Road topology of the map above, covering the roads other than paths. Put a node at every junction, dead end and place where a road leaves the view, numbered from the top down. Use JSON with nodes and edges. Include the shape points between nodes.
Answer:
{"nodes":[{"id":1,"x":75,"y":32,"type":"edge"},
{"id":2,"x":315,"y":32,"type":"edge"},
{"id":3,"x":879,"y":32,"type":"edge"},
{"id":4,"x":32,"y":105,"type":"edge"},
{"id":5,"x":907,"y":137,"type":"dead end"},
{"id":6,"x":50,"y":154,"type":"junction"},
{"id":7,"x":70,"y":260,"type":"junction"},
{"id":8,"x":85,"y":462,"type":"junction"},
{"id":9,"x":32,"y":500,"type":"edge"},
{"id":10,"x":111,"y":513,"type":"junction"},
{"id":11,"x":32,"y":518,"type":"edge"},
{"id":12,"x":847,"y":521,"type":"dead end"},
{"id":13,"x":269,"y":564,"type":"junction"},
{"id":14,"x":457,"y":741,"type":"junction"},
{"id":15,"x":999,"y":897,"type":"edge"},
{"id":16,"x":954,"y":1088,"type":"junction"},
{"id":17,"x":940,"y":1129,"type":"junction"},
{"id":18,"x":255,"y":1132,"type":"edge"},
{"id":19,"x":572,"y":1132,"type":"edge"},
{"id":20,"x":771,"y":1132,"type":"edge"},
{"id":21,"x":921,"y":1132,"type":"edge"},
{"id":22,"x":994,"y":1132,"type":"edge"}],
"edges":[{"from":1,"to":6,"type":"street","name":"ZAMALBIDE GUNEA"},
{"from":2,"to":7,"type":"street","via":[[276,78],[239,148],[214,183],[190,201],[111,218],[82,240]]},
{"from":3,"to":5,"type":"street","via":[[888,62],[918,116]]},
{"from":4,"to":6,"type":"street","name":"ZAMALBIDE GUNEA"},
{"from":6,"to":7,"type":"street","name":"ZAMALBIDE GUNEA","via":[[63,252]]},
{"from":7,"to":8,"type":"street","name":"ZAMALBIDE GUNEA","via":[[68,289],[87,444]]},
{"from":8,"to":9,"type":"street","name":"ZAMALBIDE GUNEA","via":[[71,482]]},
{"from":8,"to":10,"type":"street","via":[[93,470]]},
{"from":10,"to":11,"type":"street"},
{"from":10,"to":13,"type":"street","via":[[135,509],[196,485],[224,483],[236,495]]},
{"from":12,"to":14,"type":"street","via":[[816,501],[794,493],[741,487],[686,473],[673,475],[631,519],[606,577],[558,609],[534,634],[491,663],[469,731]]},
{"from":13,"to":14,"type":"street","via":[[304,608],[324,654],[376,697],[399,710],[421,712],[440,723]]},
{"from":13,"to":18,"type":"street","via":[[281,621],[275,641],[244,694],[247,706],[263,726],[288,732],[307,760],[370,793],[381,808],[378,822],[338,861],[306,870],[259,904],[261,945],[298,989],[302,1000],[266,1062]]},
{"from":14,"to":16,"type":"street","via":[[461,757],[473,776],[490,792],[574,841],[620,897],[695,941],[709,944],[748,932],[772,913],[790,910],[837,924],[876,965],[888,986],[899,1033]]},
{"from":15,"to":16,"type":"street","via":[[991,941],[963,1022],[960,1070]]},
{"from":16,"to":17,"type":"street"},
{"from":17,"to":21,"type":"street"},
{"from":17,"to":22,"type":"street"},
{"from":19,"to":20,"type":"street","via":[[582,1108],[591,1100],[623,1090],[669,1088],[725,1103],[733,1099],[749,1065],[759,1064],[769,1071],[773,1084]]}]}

* * *

**Work to be completed**. Take the entries above and transcribe them exactly as they stand.

**Result**.
Road topology of the map above, covering the roads other than paths. Put a node at every junction, dead end and place where a road leaves the view, numbered from the top down. Use JSON with nodes and edges. Include the shape points between nodes.
Answer:
{"nodes":[{"id":1,"x":75,"y":32,"type":"edge"},
{"id":2,"x":315,"y":32,"type":"edge"},
{"id":3,"x":879,"y":32,"type":"edge"},
{"id":4,"x":32,"y":105,"type":"edge"},
{"id":5,"x":907,"y":137,"type":"dead end"},
{"id":6,"x":50,"y":154,"type":"junction"},
{"id":7,"x":70,"y":260,"type":"junction"},
{"id":8,"x":85,"y":462,"type":"junction"},
{"id":9,"x":32,"y":500,"type":"edge"},
{"id":10,"x":111,"y":513,"type":"junction"},
{"id":11,"x":32,"y":518,"type":"edge"},
{"id":12,"x":847,"y":521,"type":"dead end"},
{"id":13,"x":269,"y":564,"type":"junction"},
{"id":14,"x":457,"y":741,"type":"junction"},
{"id":15,"x":999,"y":897,"type":"edge"},
{"id":16,"x":954,"y":1088,"type":"junction"},
{"id":17,"x":940,"y":1129,"type":"junction"},
{"id":18,"x":255,"y":1132,"type":"edge"},
{"id":19,"x":572,"y":1132,"type":"edge"},
{"id":20,"x":771,"y":1132,"type":"edge"},
{"id":21,"x":921,"y":1132,"type":"edge"},
{"id":22,"x":994,"y":1132,"type":"edge"}],
"edges":[{"from":1,"to":6,"type":"street","name":"ZAMALBIDE GUNEA"},
{"from":2,"to":7,"type":"street","via":[[276,78],[239,148],[214,183],[190,201],[111,218],[82,240]]},
{"from":3,"to":5,"type":"street","via":[[888,62],[918,116]]},
{"from":4,"to":6,"type":"street","name":"ZAMALBIDE GUNEA"},
{"from":6,"to":7,"type":"street","name":"ZAMALBIDE GUNEA","via":[[63,252]]},
{"from":7,"to":8,"type":"street","name":"ZAMALBIDE GUNEA","via":[[68,289],[87,444]]},
{"from":8,"to":9,"type":"street","name":"ZAMALBIDE GUNEA","via":[[71,482]]},
{"from":8,"to":10,"type":"street","via":[[93,470]]},
{"from":10,"to":11,"type":"street"},
{"from":10,"to":13,"type":"street","via":[[135,509],[196,485],[224,483],[236,495]]},
{"from":12,"to":14,"type":"street","via":[[816,501],[794,493],[741,487],[686,473],[673,475],[631,519],[606,577],[558,609],[534,634],[491,663],[469,731]]},
{"from":13,"to":14,"type":"street","via":[[304,608],[324,654],[376,697],[399,710],[421,712],[440,723]]},
{"from":13,"to":18,"type":"street","via":[[281,621],[275,641],[244,694],[247,706],[263,726],[288,732],[307,760],[370,793],[381,808],[378,822],[338,861],[306,870],[259,904],[261,945],[298,989],[302,1000],[266,1062]]},
{"from":14,"to":16,"type":"street","via":[[461,757],[473,776],[490,792],[574,841],[620,897],[695,941],[709,944],[748,932],[772,913],[790,910],[837,924],[876,965],[888,986],[899,1033]]},
{"from":15,"to":16,"type":"street","via":[[991,941],[963,1022],[960,1070]]},
{"from":16,"to":17,"type":"street"},
{"from":17,"to":21,"type":"street"},
{"from":17,"to":22,"type":"street"},
{"from":19,"to":20,"type":"street","via":[[582,1108],[591,1100],[623,1090],[669,1088],[725,1103],[733,1099],[749,1065],[759,1064],[769,1071],[773,1084]]}]}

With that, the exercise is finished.